On the one hand, federal contractors must always be judicious in what data they mark as “Proprietary” under applicable data rights FAR clauses. If contractors over-designate data as “proprietary”, the Government may be able to disregard those designations. See48 C.F.R. § 52.227-14(e). On the other hand, data “delivered to the Government without any restrictive markings shall be deemed to have been furnished with unlimited rights.” 48 C.F.R. § 52.227-14(f)(1). DynCorp International, LLC v. United States, No. 15-1397C (March 7, 2016), a recent U.S. Court of Federal Claims decision, provides a practical example of the perils of not designating certain profit and pricing data as “proprietary.”
DynCorp was the incumbent contractor on the U.S. Air Force’s War Reserve Material (“WRM”) program. DynCorp had been the incumbent contractor on the initial WRM I contract and the follow-on WRM II contract. As part of its work on the WRM II contract, DynCorp submitted life cycle report spreadsheets to the Government that “identified the date on which the Government purchased certain tools (such as pressure washers, wrenches, battery chargers . . . ), how much the Government paid for those tools at the time they were purchased, and the projected date and cost when the Air Force would have to buy replacements.” And, those same spreadsheets also included “DynCorp’s indirect rate and award fee data.” DynCorp ’s life cycle report spreadsheets, however, contained “no proprietary markings” and no other efforts were made contemporaneously with submitting these reports to the Government to assert that the indirect rate and award fee data was confidential or that the reports contained any proprietary information.
In March 2015, the Air Force posted the solicitation for WRM III, the successor contract to DynCorp’s WRM II contract.
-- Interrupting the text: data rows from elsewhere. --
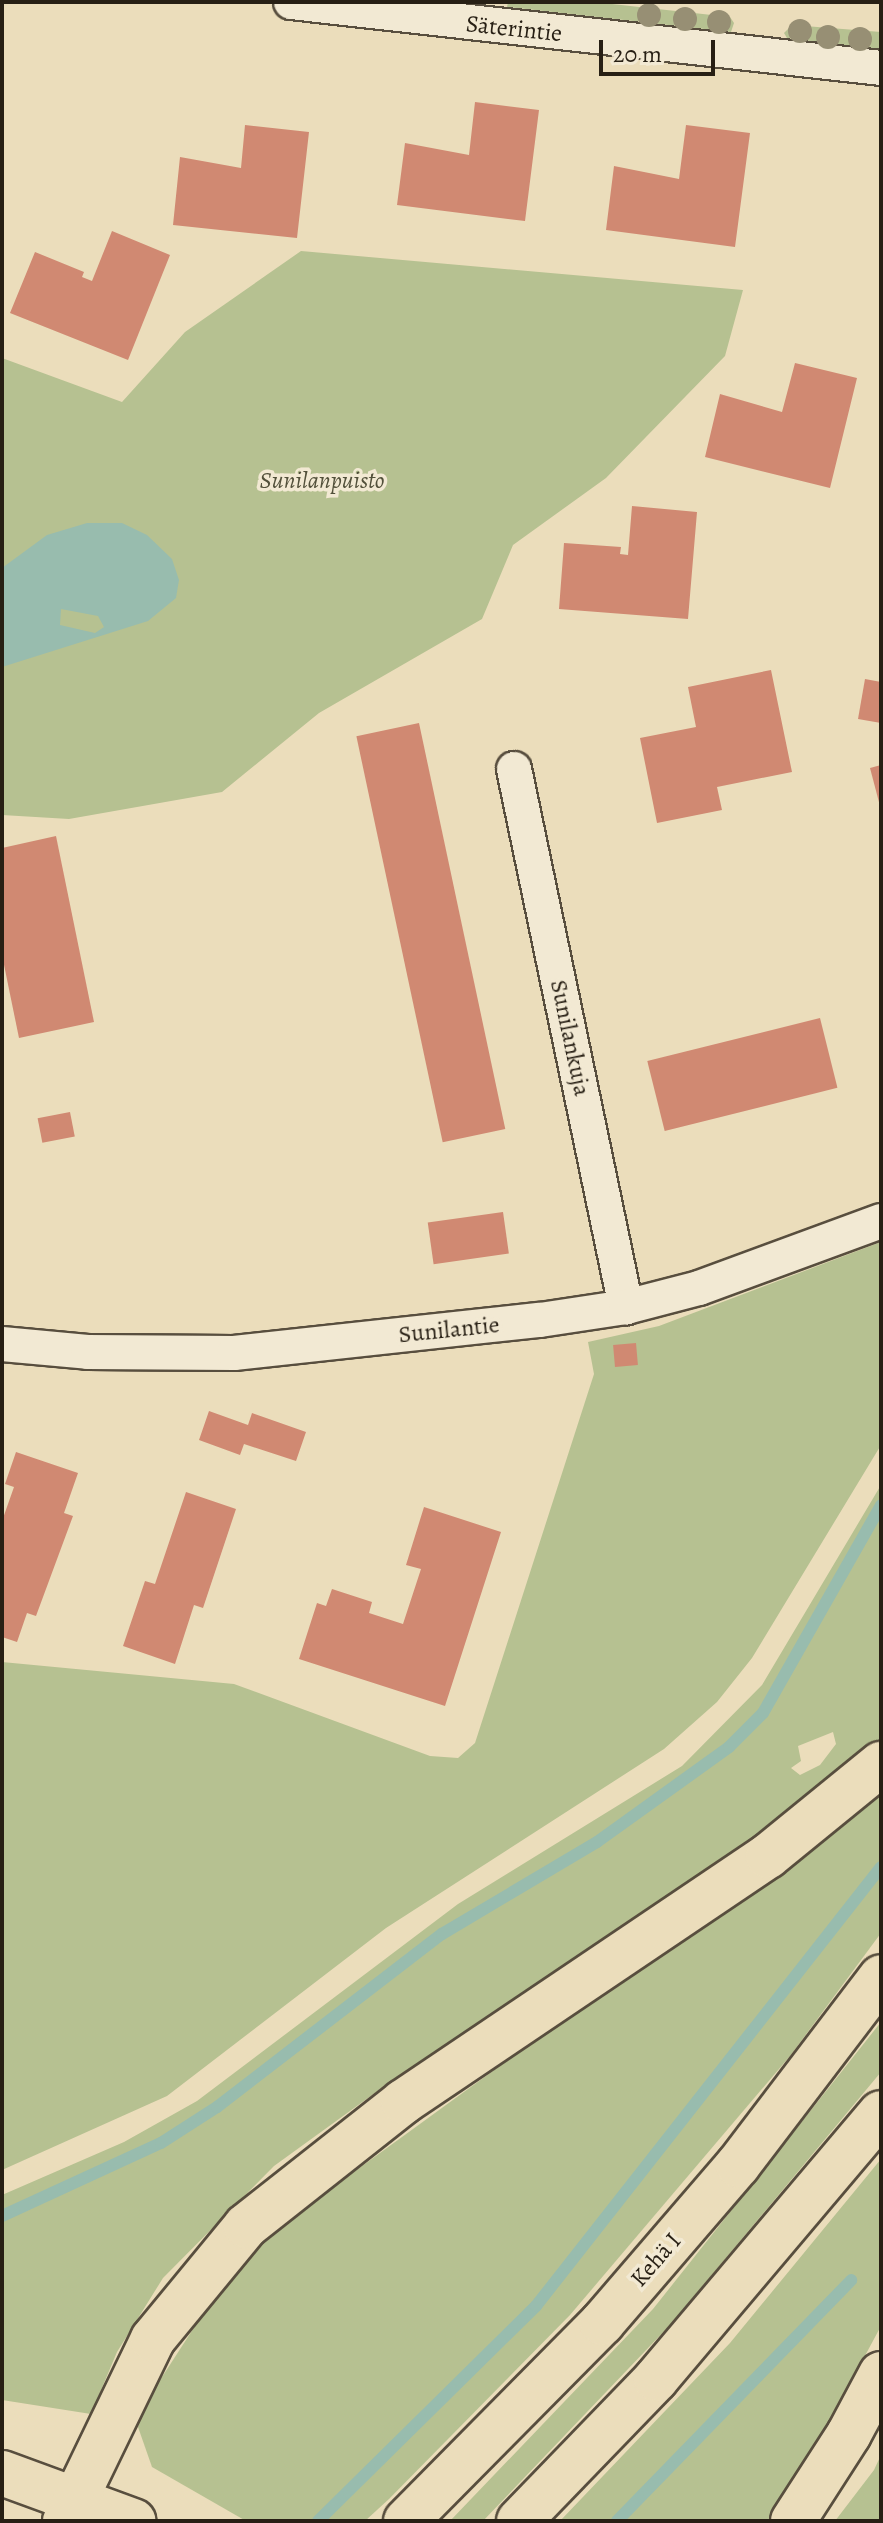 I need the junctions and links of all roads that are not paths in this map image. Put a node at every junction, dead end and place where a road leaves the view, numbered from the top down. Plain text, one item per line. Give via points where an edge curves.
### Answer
1 (291, 2) edge
2 (424, 11) edge
3 (881, 68) edge
4 (514, 769) dead end
5 (881, 1221) edge
6 (626, 1307) junction
7 (2, 1344) edge
8 (881, 1764) edge
9 (881, 1977) edge
10 (881, 2113) edge
11 (881, 2374) edge
12 (2, 2473) edge
13 (72, 2510) edge
14 (133, 2521) edge
15 (406, 2521) edge
16 (519, 2521) edge
17 (793, 2521) edge

1 - 2 street, Säterintie
2 - 3 street, Säterintie
4 - 6 street, Sunilankuja
5 - 6 street, Sunilantie via 699,1288
6 - 7 street, Sunilantie via 234,1353 88,1352
8 - 13 main road via 768,1856 403,2102 246,2226 153,2339
9 - 15 main road, Kehä I via 776,2118 611,2312
10 - 16 main road via 656,2379
11 - 17 main road
12 - 13 main road
13 - 14 main road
To demonstrate the kind of life cycle reports contractors would be required to provide as part of their scope of work under WRM III, the Air Force included various DynCorp life cycle reports as part of the solicitation documents. None the life cycle reports provided by DynCorp had any restrictive legends. The life cycle reports the Air Force included in the solicitation and posted on FedBizOpps contained DynCorp’s profit and pricing data, all without restrictive legends.
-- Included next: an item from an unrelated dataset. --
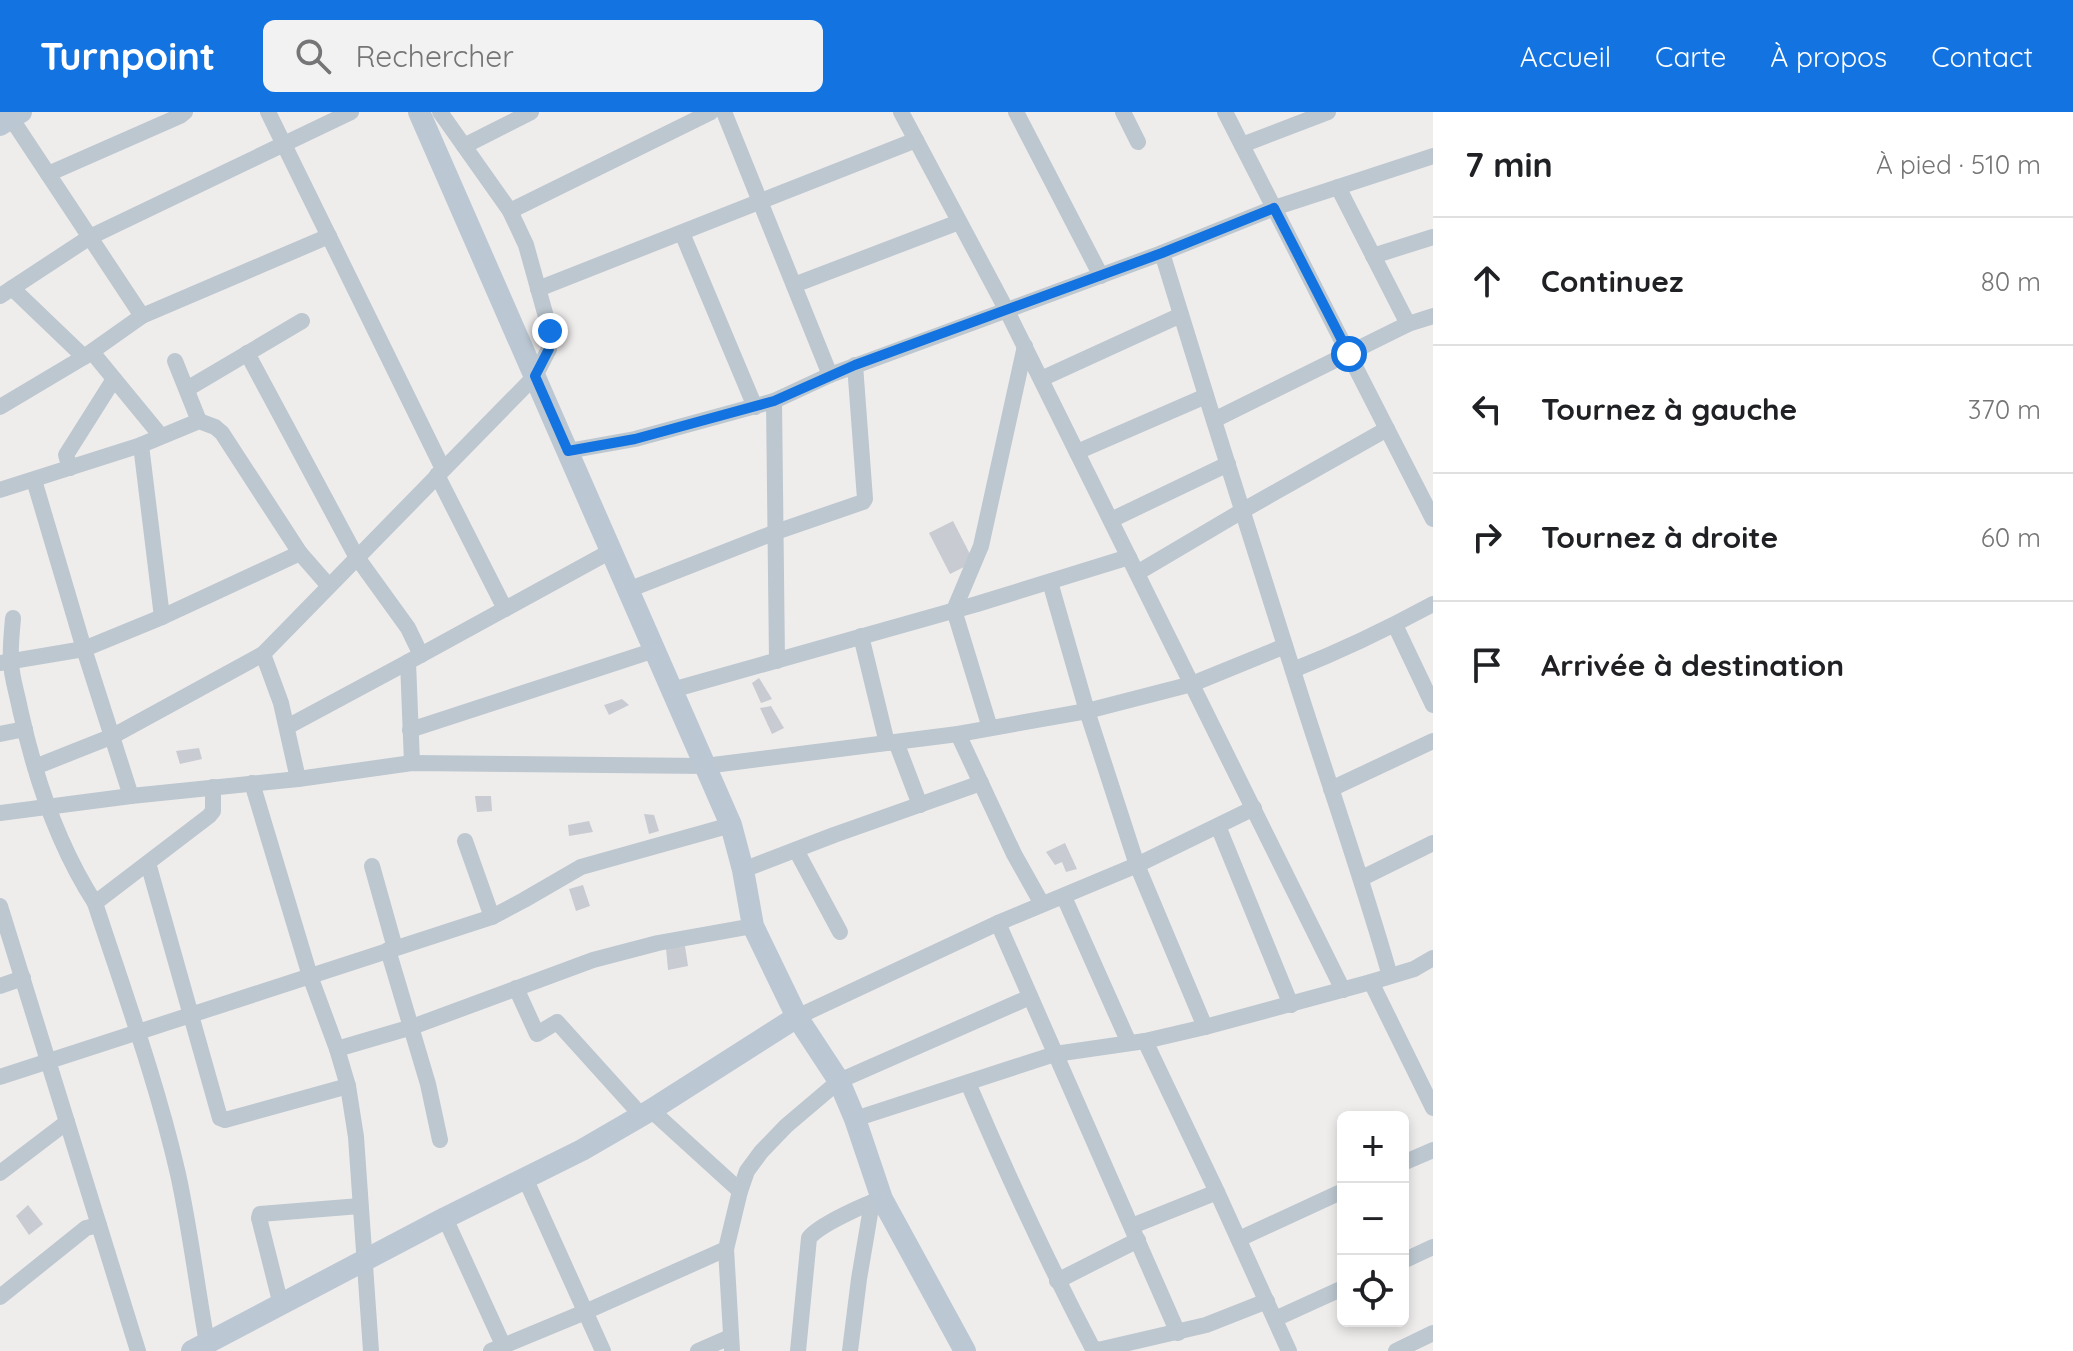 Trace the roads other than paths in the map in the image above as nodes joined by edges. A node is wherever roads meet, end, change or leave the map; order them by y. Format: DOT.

DynCorp ultimately learned about the Air Force’s “disclosure” of DynCorp’s indirect rate and fee data in the publicly posted solicitation and filed a pre-award bid protest. In its protest, DynCorp sought the cancellation of WRM III and a five year extension of its WRM II contract. DynCorp’s original protest with the U.S. Government Accountability Office was denied as untimely. DynCorp then refiled its pre-award bid protest with the U.S. Court of Federal Claims, seeking the same relief based on the Air Force’s disclosure of DynCorp’s indirect rate and fee data in the life cycle reports as part of the WRM III solicitation materials.
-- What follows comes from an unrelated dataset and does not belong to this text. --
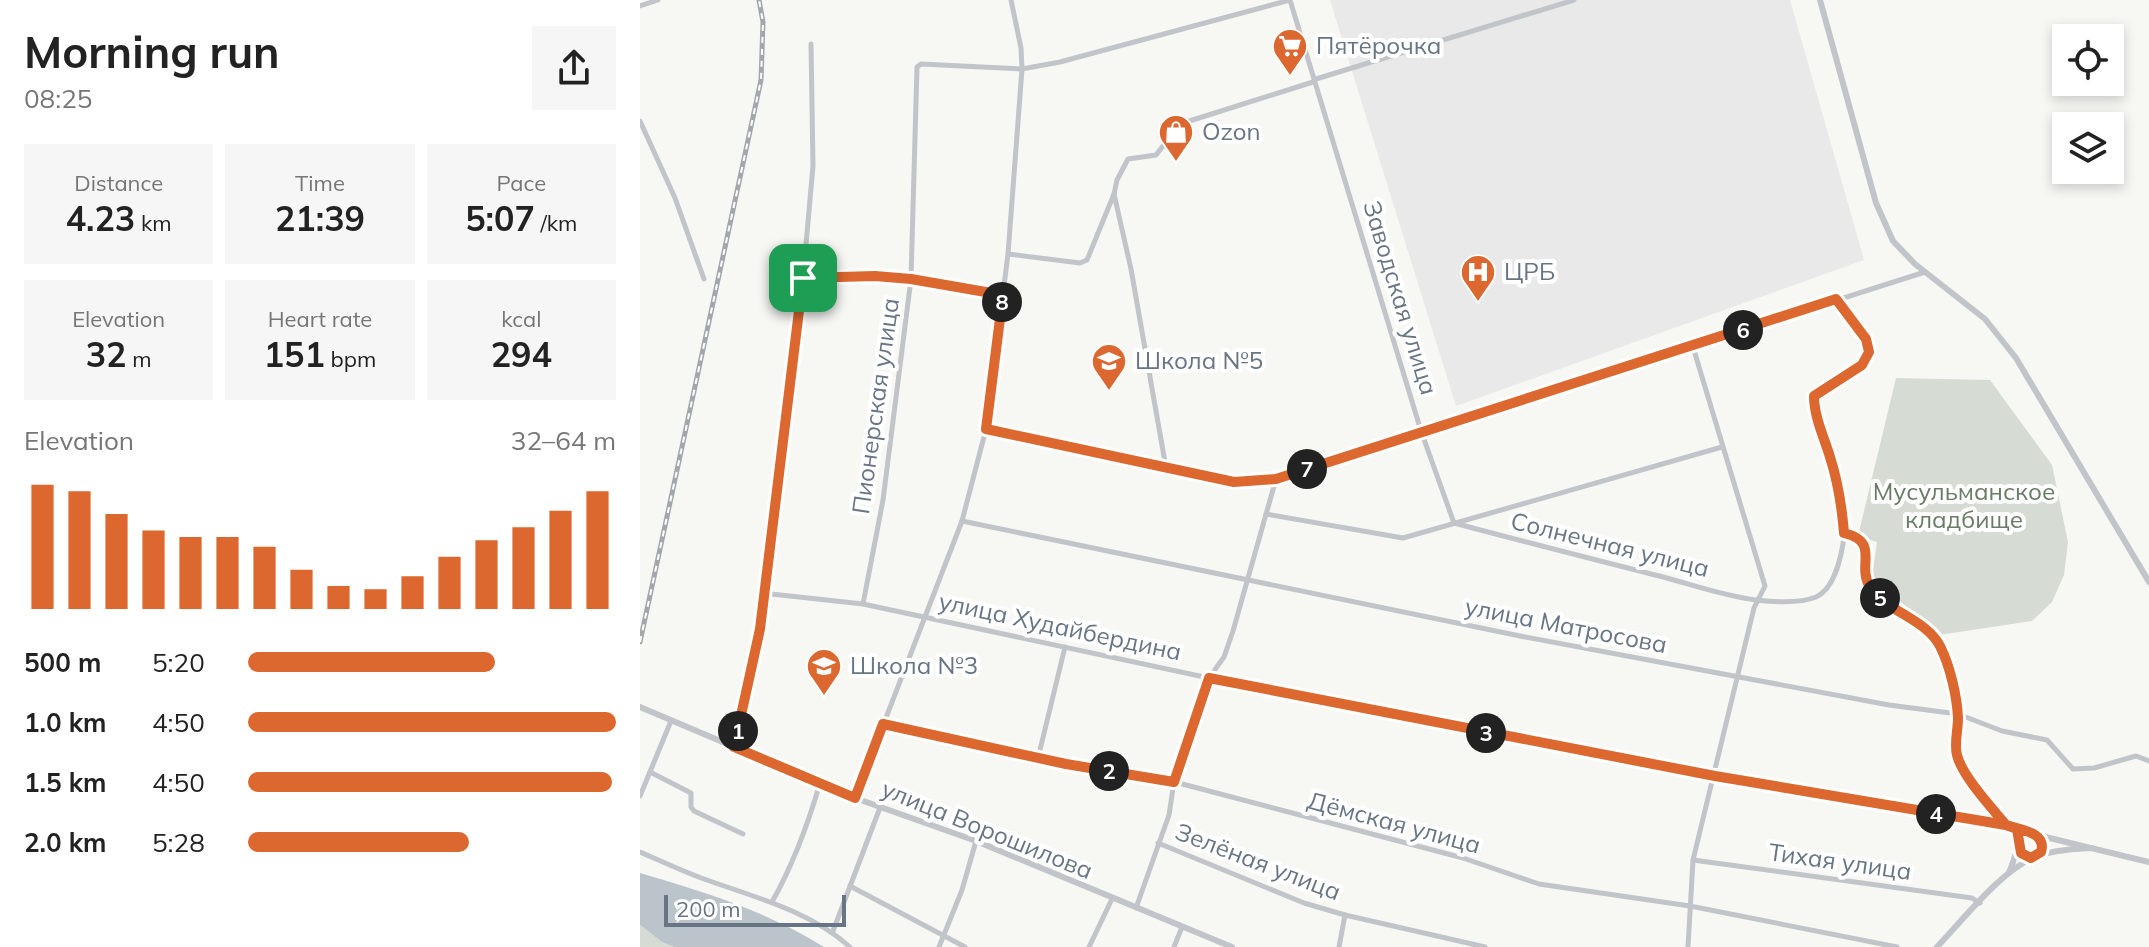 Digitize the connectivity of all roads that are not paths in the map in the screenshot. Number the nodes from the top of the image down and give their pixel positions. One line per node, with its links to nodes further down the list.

The U.S. Court of Federal Claims found that DynCorp had waived any rights it may have had in its indirect rate and fee data by failing to properly mark such data as part of its life cycle report submissions to the Government:
This Court has held that a contractor’s failure to properly mark deliverable data with the appropriate restrictive indicators will result in the government gaining full use of that data. A restrictive marking or legend “alert[s] all government officials—even those unfamiliar with the data rights of the contractor—that data is considered proprietary and is inappropriate for dissemination. . . . The least cost burden in such instances rests with the contractor, who can easily apply an appropriate legend to the proprietary data.” Accordingly, by failing to appropriately identify data a contractor considers proprietary, a contractor who has both the knowledge and ability to do so can forfeit its right to claim that data should be subject to protection.
Slip Op. at 8 (citations omitted).
The moral of this story is that contractors should continually analyze what data they are giving to the Government. If as part of this regular reassessment process they discover that certain data should be deemed proprietary, contractors should mark all proprietary, trade secret or business confidential data with appropriate restrictive legends to avoid giving the Government “unlimited rights” in that data. See 48 C.F.R. § 52.227-14. As this case demonstrates, once the Government acquires “unlimited rights” in data, contractors will likely be unsuccessful in bid protests based on government disclosure of such data.